## PROBLEM DETAILS
The line that holds "stroke(minor, '#948979', 21);" marks the start. Return it and each following line through the end of the data, unchanged.
----------
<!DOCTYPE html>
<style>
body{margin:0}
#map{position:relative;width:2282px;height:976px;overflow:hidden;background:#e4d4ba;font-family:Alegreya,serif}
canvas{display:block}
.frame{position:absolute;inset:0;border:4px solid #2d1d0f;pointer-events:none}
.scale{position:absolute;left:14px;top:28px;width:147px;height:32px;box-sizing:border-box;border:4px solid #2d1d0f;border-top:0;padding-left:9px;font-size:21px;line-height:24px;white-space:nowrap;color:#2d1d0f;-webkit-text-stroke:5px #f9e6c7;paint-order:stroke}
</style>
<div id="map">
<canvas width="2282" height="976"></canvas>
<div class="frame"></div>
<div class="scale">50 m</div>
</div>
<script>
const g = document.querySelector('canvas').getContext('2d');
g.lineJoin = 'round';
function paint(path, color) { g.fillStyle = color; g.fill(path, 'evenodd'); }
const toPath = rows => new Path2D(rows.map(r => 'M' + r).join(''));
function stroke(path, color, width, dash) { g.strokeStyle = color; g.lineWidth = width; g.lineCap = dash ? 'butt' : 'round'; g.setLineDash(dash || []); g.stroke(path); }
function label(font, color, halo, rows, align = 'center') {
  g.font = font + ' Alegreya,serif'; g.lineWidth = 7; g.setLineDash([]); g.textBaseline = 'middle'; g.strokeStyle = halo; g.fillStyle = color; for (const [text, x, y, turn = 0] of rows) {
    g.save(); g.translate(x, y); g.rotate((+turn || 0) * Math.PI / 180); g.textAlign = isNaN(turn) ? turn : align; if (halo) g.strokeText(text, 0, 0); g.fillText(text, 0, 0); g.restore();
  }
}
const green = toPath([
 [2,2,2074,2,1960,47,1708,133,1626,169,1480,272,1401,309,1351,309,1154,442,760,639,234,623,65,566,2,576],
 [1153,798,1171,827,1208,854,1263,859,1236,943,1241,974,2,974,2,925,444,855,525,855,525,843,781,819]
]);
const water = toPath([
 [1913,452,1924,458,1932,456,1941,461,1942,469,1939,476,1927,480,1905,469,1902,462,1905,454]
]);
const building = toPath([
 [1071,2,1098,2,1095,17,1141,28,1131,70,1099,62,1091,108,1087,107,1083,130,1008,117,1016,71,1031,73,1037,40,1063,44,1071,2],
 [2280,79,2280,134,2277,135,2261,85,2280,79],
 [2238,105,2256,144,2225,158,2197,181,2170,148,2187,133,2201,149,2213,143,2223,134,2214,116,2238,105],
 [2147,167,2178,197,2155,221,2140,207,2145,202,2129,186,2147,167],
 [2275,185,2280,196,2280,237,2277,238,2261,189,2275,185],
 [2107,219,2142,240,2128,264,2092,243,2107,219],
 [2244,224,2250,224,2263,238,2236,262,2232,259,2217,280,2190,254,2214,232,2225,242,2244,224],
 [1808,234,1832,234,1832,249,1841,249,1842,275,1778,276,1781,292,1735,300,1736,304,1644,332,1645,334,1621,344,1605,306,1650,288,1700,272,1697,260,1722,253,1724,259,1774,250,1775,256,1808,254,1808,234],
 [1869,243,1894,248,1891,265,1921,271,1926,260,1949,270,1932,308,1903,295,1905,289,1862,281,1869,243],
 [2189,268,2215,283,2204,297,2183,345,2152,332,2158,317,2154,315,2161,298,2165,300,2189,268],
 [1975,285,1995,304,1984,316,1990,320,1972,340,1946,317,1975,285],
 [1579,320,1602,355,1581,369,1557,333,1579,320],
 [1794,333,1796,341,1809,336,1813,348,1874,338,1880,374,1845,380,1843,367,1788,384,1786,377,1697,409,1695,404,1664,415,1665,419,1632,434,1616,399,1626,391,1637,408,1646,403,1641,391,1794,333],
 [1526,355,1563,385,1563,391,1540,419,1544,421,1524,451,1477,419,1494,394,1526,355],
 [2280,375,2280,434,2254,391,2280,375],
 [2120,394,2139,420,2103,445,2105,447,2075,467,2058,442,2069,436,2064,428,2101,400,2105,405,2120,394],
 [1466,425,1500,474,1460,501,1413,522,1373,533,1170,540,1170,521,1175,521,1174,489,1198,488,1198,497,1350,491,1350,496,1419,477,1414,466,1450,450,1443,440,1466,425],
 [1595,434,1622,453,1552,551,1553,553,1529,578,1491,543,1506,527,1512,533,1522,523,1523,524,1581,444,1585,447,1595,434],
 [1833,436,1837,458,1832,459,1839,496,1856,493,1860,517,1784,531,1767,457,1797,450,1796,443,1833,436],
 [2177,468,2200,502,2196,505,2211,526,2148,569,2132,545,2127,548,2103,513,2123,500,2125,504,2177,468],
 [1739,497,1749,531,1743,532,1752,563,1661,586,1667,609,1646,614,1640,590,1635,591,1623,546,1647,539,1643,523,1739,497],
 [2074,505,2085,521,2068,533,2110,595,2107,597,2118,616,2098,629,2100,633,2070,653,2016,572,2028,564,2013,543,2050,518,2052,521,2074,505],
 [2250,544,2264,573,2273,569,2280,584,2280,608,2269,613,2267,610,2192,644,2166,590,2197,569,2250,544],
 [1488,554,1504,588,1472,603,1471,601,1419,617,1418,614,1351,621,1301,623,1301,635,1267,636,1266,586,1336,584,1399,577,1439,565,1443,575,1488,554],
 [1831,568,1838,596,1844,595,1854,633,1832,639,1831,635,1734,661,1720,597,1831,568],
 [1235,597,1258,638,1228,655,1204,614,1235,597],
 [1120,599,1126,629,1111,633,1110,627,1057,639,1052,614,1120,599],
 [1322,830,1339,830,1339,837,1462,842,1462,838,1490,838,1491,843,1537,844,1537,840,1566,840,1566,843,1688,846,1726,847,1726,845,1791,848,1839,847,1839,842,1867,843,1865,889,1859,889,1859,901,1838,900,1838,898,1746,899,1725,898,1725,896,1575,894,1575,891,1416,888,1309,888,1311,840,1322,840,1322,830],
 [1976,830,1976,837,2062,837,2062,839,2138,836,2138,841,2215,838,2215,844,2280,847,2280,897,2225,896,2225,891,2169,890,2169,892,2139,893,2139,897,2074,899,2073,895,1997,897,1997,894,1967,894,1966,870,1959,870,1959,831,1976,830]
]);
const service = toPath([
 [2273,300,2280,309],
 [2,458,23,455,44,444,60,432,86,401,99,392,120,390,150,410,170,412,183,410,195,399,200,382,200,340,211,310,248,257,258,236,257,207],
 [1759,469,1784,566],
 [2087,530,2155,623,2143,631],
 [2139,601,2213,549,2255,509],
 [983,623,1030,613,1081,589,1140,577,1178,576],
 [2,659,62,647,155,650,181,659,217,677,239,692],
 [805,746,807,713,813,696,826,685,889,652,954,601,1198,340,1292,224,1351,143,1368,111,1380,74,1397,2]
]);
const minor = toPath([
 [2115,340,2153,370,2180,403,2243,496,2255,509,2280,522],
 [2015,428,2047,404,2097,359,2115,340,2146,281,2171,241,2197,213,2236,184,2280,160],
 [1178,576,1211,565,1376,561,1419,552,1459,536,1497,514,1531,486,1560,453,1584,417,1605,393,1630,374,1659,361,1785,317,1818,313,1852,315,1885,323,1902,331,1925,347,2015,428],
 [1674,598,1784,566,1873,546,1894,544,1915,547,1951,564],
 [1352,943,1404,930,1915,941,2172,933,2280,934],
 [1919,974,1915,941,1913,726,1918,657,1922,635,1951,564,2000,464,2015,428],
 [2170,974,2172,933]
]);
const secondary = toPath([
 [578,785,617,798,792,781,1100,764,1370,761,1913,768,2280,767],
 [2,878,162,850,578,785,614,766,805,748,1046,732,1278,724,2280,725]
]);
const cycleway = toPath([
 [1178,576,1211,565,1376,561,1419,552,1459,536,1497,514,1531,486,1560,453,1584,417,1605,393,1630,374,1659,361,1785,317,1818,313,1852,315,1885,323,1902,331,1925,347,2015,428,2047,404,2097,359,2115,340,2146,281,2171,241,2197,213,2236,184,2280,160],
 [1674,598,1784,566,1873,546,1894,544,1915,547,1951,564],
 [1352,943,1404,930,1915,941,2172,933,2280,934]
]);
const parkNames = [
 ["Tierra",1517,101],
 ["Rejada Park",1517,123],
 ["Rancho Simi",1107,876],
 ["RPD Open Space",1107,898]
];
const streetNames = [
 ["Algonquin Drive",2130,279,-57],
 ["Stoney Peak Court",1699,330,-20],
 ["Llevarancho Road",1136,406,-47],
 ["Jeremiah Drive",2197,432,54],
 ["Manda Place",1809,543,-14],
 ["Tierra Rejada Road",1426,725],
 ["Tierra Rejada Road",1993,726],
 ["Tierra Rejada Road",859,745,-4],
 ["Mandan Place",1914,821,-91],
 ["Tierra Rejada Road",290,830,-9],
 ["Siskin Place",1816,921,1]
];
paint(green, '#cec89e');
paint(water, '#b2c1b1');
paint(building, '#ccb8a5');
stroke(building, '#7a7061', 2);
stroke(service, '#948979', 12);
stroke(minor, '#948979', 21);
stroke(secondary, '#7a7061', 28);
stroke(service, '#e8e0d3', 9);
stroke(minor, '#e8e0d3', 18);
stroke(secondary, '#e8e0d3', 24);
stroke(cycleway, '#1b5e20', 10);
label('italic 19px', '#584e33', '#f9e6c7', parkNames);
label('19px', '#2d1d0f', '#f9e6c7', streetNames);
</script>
----------
## SOLUTION
stroke(minor, '#948979', 21);
stroke(secondary, '#7a7061', 28);
stroke(service, '#e8e0d3', 9);
stroke(minor, '#e8e0d3', 18);
stroke(secondary, '#e8e0d3', 24);
stroke(cycleway, '#1b5e20', 10);
label('italic 19px', '#584e33', '#f9e6c7', parkNames);
label('19px', '#2d1d0f', '#f9e6c7', streetNames);
</script>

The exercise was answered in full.